----- EXERCISE DATA -----

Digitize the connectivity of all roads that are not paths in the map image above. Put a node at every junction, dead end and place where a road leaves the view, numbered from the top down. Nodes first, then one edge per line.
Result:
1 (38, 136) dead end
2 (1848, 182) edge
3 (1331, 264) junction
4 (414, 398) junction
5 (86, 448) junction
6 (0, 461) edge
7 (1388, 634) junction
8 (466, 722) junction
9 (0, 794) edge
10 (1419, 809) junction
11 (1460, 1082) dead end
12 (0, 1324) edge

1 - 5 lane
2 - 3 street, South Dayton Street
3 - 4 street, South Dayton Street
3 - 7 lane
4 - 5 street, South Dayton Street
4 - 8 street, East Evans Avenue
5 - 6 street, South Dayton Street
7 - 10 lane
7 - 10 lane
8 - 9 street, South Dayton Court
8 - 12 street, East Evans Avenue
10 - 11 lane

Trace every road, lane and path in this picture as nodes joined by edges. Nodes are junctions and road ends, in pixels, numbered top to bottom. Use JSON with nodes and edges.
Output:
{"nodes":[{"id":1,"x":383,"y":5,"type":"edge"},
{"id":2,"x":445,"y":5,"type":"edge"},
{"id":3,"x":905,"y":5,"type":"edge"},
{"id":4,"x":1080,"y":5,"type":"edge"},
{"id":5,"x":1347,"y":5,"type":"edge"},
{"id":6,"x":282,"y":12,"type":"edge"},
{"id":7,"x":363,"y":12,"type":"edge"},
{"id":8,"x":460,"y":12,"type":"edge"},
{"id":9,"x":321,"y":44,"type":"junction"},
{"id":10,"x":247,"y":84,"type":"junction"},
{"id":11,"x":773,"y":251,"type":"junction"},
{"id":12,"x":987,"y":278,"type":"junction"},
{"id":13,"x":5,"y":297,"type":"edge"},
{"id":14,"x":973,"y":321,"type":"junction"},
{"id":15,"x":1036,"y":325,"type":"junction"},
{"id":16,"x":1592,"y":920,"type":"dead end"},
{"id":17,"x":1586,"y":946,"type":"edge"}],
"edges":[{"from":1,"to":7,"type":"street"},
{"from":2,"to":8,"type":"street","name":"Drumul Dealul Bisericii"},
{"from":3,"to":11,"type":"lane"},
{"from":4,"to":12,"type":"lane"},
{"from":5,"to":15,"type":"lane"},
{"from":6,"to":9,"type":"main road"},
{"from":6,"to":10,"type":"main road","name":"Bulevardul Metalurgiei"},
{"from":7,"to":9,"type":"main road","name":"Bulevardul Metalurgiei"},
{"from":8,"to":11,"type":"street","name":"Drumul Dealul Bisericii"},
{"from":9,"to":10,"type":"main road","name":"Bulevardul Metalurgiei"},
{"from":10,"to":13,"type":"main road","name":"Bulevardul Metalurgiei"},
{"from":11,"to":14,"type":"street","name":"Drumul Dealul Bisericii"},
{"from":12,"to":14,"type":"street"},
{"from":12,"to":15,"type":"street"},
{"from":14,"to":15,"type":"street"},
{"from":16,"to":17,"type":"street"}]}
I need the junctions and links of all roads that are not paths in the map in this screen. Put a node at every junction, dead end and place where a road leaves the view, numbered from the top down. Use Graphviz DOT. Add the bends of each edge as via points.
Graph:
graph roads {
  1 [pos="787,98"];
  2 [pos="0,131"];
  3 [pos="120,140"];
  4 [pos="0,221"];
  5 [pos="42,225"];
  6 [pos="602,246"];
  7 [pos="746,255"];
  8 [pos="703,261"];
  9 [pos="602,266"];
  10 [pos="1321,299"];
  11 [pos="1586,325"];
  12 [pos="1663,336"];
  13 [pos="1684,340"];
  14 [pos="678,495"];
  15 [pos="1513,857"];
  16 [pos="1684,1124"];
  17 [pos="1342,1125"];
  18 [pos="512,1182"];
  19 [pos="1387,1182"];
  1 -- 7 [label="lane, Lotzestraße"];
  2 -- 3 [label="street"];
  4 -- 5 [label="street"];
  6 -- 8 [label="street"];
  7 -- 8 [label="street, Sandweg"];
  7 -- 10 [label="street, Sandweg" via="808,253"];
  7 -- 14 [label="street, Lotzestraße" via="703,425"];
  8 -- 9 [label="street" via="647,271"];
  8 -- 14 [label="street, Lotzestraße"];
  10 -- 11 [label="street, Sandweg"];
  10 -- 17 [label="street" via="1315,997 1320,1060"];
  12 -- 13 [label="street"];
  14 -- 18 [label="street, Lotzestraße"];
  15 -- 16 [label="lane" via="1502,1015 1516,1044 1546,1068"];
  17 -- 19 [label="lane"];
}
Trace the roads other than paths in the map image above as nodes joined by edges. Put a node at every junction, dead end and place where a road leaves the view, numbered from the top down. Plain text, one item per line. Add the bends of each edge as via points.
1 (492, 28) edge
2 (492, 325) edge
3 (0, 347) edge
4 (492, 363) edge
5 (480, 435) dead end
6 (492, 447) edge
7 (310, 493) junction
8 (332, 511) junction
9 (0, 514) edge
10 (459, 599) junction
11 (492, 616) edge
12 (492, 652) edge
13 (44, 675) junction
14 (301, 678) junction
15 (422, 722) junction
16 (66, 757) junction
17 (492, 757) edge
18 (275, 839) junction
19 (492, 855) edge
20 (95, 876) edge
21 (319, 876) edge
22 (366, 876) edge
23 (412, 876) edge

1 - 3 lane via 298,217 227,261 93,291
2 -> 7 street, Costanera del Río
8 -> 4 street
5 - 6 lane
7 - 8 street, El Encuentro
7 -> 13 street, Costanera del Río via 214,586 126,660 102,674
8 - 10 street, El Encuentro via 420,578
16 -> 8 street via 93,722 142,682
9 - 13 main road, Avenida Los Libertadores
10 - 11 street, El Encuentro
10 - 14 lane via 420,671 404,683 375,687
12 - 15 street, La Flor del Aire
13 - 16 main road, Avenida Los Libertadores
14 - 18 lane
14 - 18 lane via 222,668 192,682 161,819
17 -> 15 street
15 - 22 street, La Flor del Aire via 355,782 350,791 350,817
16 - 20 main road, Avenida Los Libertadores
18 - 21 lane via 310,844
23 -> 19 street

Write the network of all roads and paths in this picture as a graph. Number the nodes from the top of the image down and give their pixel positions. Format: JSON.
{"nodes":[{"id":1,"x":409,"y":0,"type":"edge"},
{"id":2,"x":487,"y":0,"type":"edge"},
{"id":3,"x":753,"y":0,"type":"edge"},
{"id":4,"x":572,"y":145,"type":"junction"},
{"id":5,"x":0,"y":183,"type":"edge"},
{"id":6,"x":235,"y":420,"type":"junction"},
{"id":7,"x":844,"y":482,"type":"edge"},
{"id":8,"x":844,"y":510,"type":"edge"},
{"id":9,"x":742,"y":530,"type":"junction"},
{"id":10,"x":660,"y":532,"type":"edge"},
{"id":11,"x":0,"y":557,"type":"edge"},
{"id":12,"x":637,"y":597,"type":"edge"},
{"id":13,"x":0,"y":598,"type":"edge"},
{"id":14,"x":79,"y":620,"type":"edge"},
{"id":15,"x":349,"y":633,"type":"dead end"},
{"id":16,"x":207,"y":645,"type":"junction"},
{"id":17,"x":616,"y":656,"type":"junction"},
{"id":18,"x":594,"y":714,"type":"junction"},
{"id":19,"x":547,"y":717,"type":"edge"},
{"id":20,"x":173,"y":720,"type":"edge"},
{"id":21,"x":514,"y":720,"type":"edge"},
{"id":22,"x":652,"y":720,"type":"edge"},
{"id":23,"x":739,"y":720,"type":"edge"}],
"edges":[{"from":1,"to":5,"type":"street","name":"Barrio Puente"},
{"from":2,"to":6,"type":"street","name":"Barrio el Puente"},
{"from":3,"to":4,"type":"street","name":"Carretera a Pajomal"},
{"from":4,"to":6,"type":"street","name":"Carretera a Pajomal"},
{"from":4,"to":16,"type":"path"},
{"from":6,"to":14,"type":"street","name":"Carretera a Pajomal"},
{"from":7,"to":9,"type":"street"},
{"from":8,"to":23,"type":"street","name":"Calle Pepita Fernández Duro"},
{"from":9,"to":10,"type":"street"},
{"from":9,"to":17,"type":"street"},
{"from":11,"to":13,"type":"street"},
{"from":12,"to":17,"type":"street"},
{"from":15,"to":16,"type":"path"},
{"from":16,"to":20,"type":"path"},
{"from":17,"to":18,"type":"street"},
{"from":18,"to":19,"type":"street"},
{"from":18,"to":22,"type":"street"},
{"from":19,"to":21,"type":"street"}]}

-----

## YOUR TASK
Show each line of the material holding "Drumul".

## WRITTEN SOLUTION
{"from":2,"to":8,"type":"street","name":"Drumul Dealul Bisericii"},
{"from":8,"to":11,"type":"street","name":"Drumul Dealul Bisericii"},
{"from":11,"to":14,"type":"street","name":"Drumul Dealul Bisericii"},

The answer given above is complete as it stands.